Abstract

This article aims to analyse one specific type of memorial site that furnishes an indexical link to past traumatic events which took place in precisely these places. Such memorials will be defined here as trauma sites. It will be shown how the semiotic trait of indexicality produces unique meaning effects, forcing a reframing of the issue of representation, with all its aesthetic and ethical dimensions. In contrast to other forms of memorial site, trauma sites exist factually as material testimonies of the violence and horror that took place there. The fact they still exist, more or less as they were, implies a precise choice on the part of post-conflict societies regarding which traces of the past ought to be preserved and in which ways. In other words, a decision is made about what politics of memory to adopt in each case. Trauma sites thus become unique, privileged observatories that allow us to understand better the emergence of post-conflict societies. The various forms of conservation, transformation, memorialization of places where slaughter, torture and horror have been carried out are key clues to better understandings of the relationship between memory and history in each post-conflict society studied. This article presents a close reading of three very different trauma sites: the Tuol Sleng Museum of the Crimes of Genocide in Phnom Penh, Cambodia; Villa Grimaldi in Santiago, Chile; and a third, more recent, museum: The Ustica Memorial Museum (Museo per la Memoria di Ustica) in Bologna, Italy.

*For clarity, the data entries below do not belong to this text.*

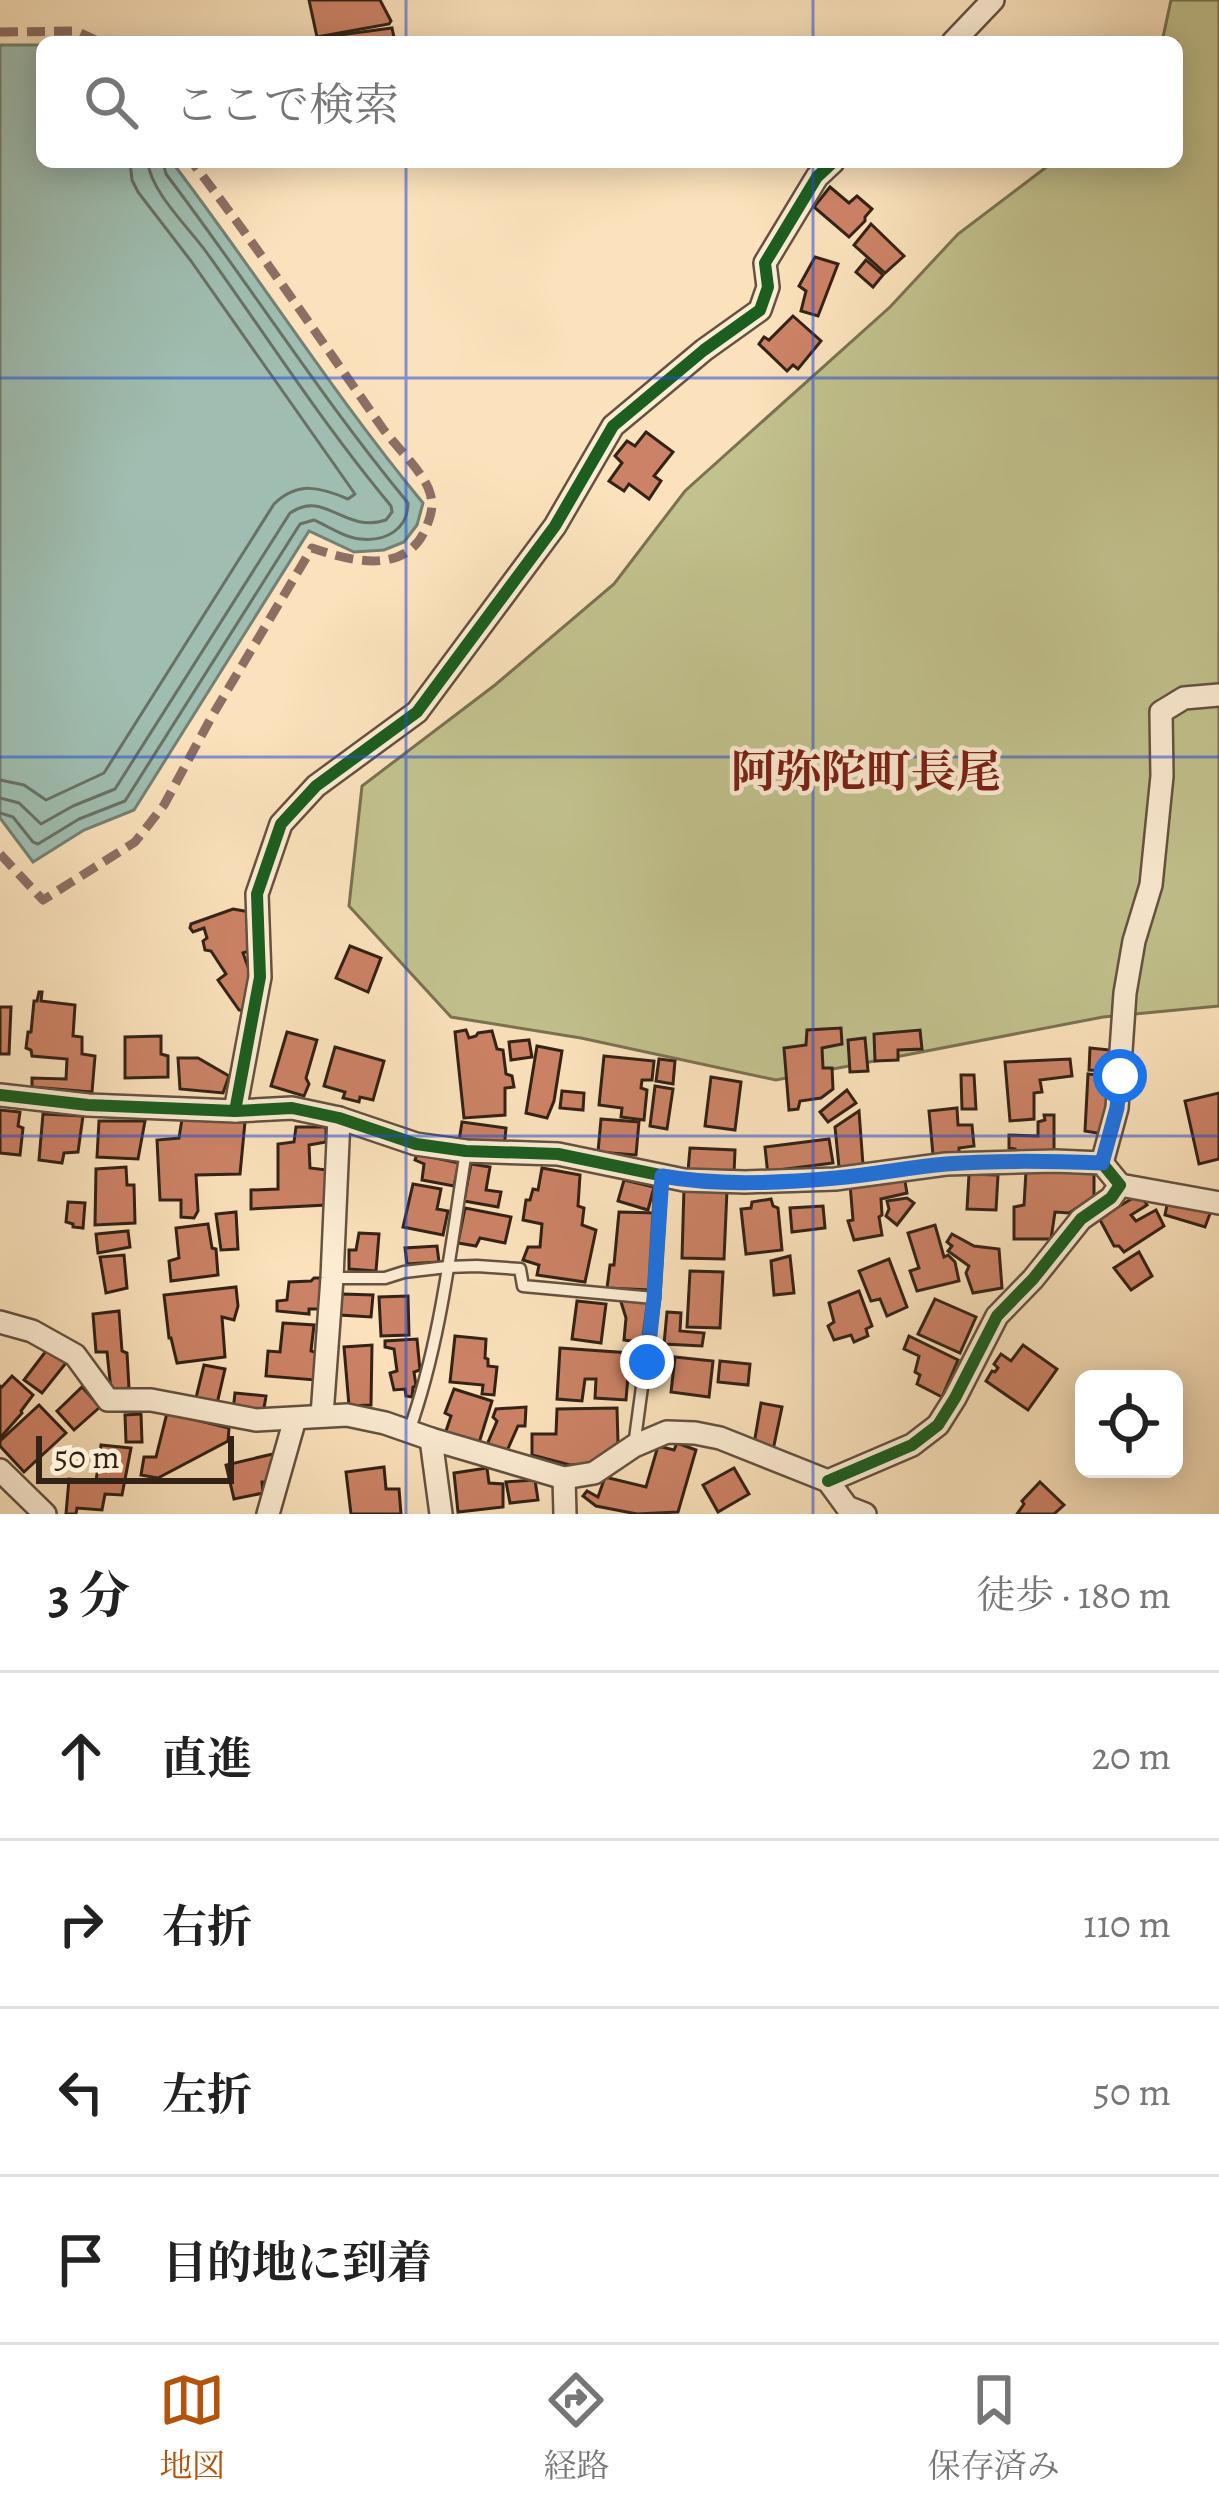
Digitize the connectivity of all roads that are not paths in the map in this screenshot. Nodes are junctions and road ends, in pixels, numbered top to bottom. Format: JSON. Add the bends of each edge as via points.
{"nodes":[{"id":1,"x":993,"y":0,"type":"edge"},
{"id":2,"x":959,"y":36,"type":"edge"},
{"id":3,"x":827,"y":168,"type":"edge"},
{"id":4,"x":1219,"y":695,"type":"edge"},
{"id":5,"x":0,"y":1095,"type":"edge"},
{"id":6,"x":235,"y":1111,"type":"junction"},
{"id":7,"x":339,"y":1118,"type":"junction"},
{"id":8,"x":466,"y":1150,"type":"junction"},
{"id":9,"x":1102,"y":1163,"type":"junction"},
{"id":10,"x":662,"y":1176,"type":"junction"},
{"id":11,"x":1120,"y":1185,"type":"junction"},
{"id":12,"x":1219,"y":1203,"type":"edge"},
{"id":13,"x":447,"y":1267,"type":"junction"},
{"id":14,"x":332,"y":1279,"type":"junction"},
{"id":15,"x":654,"y":1298,"type":"junction"},
{"id":16,"x":0,"y":1322,"type":"edge"},
{"id":17,"x":322,"y":1415,"type":"junction"},
{"id":18,"x":295,"y":1419,"type":"junction"},
{"id":19,"x":409,"y":1431,"type":"junction"},
{"id":20,"x":431,"y":1439,"type":"junction"},
{"id":21,"x":634,"y":1446,"type":"junction"},
{"id":22,"x":0,"y":1470,"type":"edge"},
{"id":23,"x":564,"y":1478,"type":"junction"},
{"id":24,"x":828,"y":1481,"type":"junction"},
{"id":25,"x":852,"y":1512,"type":"edge"},
{"id":26,"x":45,"y":1514,"type":"edge"},
{"id":27,"x":268,"y":1514,"type":"edge"},
{"id":28,"x":440,"y":1514,"type":"edge"},
{"id":29,"x":565,"y":1514,"type":"edge"}],
"edges":[{"from":1,"to":2,"type":"street"},
{"from":3,"to":6,"type":"street","via":[[765,262],[760,310],[613,426],[554,526],[417,712],[316,786],[280,824],[256,894],[260,976]]},
{"from":4,"to":9,"type":"street","via":[[1184,698],[1161,712],[1151,886],[1134,940],[1117,1108]]},
{"from":5,"to":6,"type":"street"},
{"from":6,"to":7,"type":"street","via":[[292,1108]]},
{"from":7,"to":8,"type":"street","via":[[416,1144]]},
{"from":7,"to":14,"type":"street"},
{"from":8,"to":10,"type":"street","via":[[558,1154]]},
{"from":8,"to":13,"type":"lane"},
{"from":9,"to":10,"type":"street","via":[[946,1164],[745,1182]]},
{"from":9,"to":11,"type":"street"},
{"from":10,"to":15,"type":"lane"},
{"from":11,"to":12,"type":"street"},
{"from":11,"to":24,"type":"street","via":[[997,1316],[938,1425],[912,1445]]},
{"from":13,"to":14,"type":"lane"},
{"from":13,"to":15,"type":"lane","via":[[520,1269],[524,1286]]},
{"from":13,"to":19,"type":"lane"},
{"from":14,"to":17,"type":"street"},
{"from":15,"to":21,"type":"lane"},
{"from":16,"to":18,"type":"street","via":[[75,1355],[108,1400]]},
{"from":17,"to":18,"type":"street"},
{"from":17,"to":19,"type":"street"},
{"from":18,"to":27,"type":"street"},
{"from":19,"to":20,"type":"street"},
{"from":20,"to":23,"type":"street"},
{"from":20,"to":28,"type":"street"},
{"from":21,"to":23,"type":"street","via":[[594,1473]]},
{"from":21,"to":24,"type":"street","via":[[667,1432],[694,1433]]},
{"from":22,"to":26,"type":"street"},
{"from":23,"to":29,"type":"street"},
{"from":24,"to":25,"type":"street"}]}
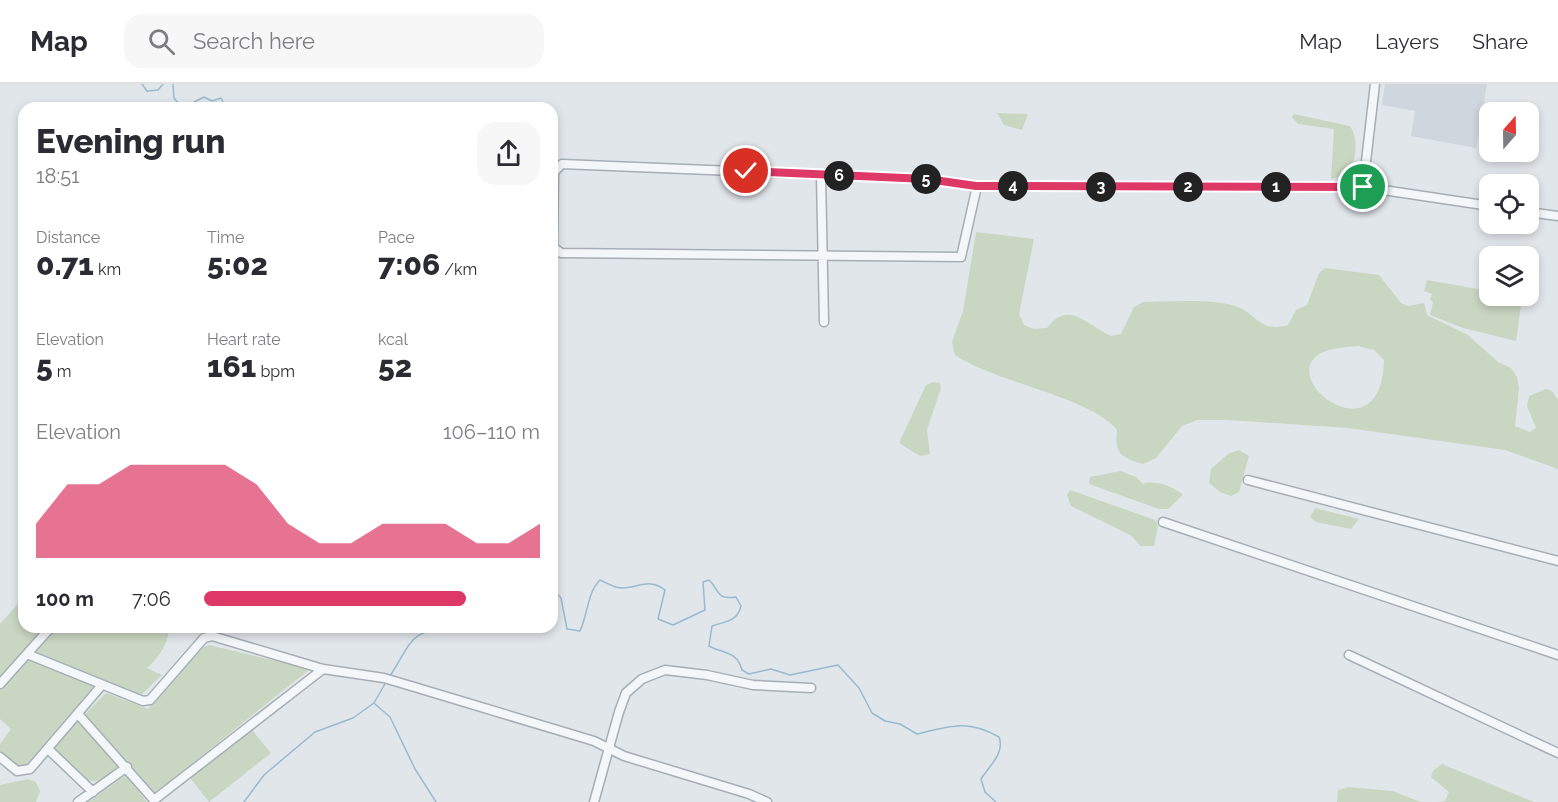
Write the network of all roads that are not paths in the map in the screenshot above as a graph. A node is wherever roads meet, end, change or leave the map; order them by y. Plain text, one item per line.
1 (1375, 84) edge
2 (558, 167) edge
3 (821, 176) junction
4 (976, 186) junction
5 (1363, 187) junction
6 (1479, 204) edge
7 (1539, 213) edge
8 (1558, 216) edge
9 (558, 251) edge
10 (825, 256) junction
11 (824, 322) dead end
12 (1248, 480) dead end
13 (1163, 522) dead end
14 (1558, 561) edge
15 (46, 633) edge
16 (27, 654) junction
17 (1558, 655) edge
18 (1348, 656) dead end
19 (323, 669) junction
20 (0, 684) edge
21 (102, 685) junction
22 (811, 688) dead end
23 (78, 714) junction
24 (609, 748) junction
25 (48, 749) junction
26 (1558, 753) edge
27 (0, 757) edge
28 (127, 767) junction
29 (93, 792) junction
30 (155, 801) edge
31 (78, 802) edge
32 (594, 802) edge
33 (767, 802) edge

1 - 5 street
2 - 3 street
3 - 4 street
3 - 10 street
4 - 5 street
4 - 10 street
5 - 6 street
7 - 8 street
9 - 10 street
10 - 11 street
12 - 14 street
13 - 17 street
15 - 16 street
16 - 20 street
16 - 21 street
18 - 26 street
19 - 21 street
19 - 24 street
19 - 30 street
21 - 23 street
22 - 24 street
23 - 25 street
23 - 28 street
24 - 32 street
24 - 33 street
25 - 27 street
25 - 29 street
28 - 29 street
28 - 30 street
29 - 31 street

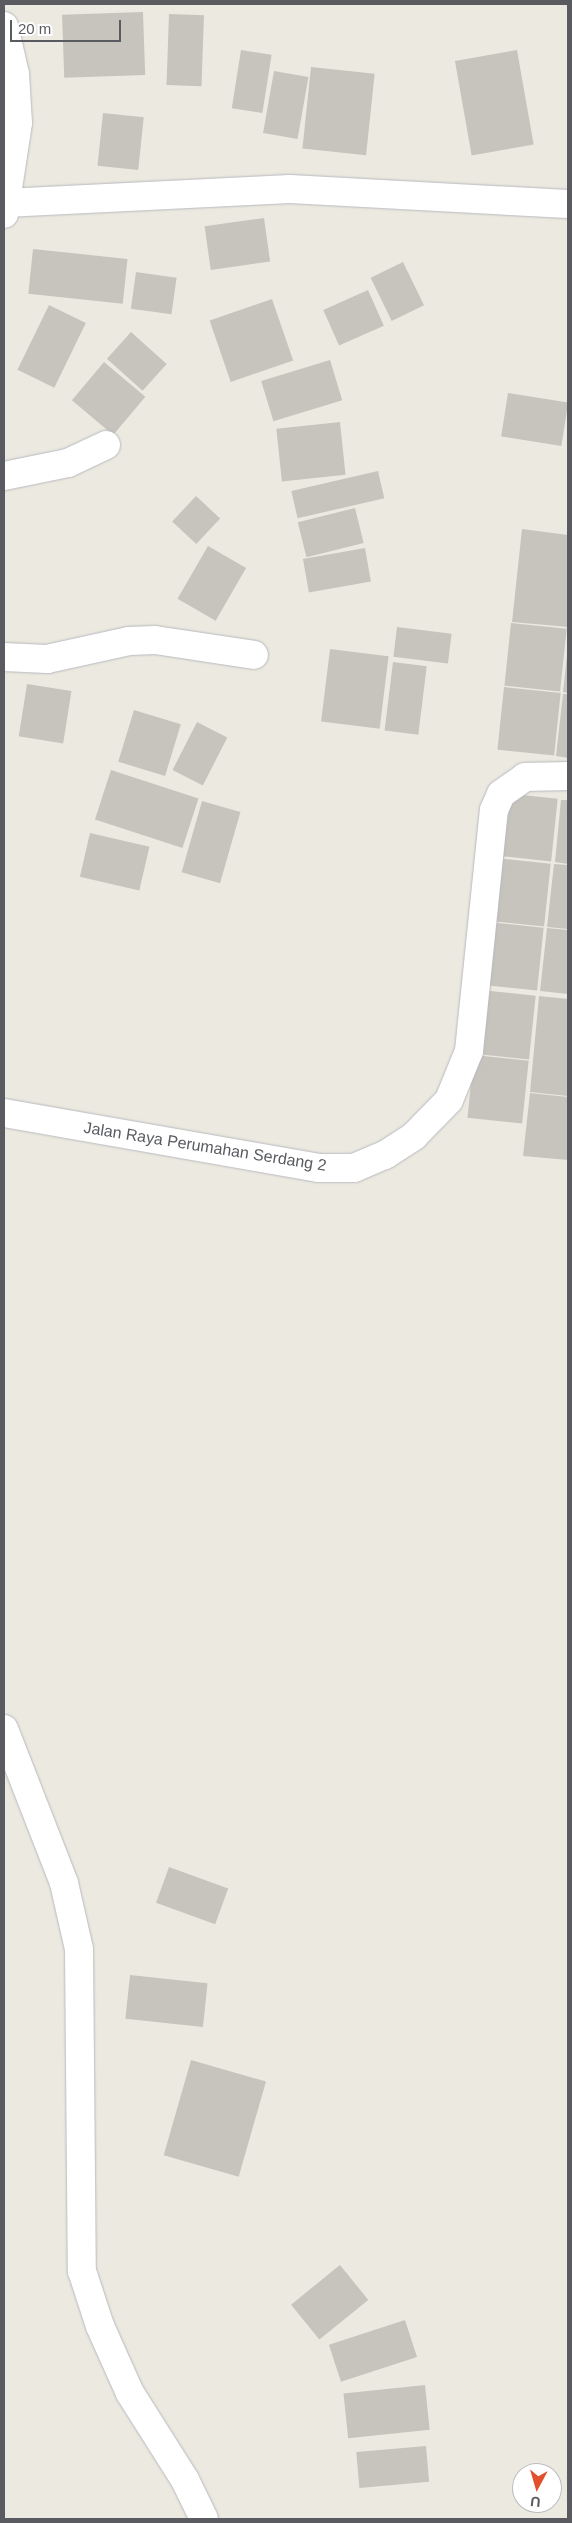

These memorials represent instances of three very different traumatic memory politics: in Tuol Sleng, visitors are relocated in the trauma space, in a sort of ‘frozen past’; in Villa Grimaldi, a process of attenuation is at work, the traces of the past are less evident, and their emotional effects weaker. The Ustica Museum represents yet another option, a movement towards an artistic and creative reinterpretation of the traumatic event itself.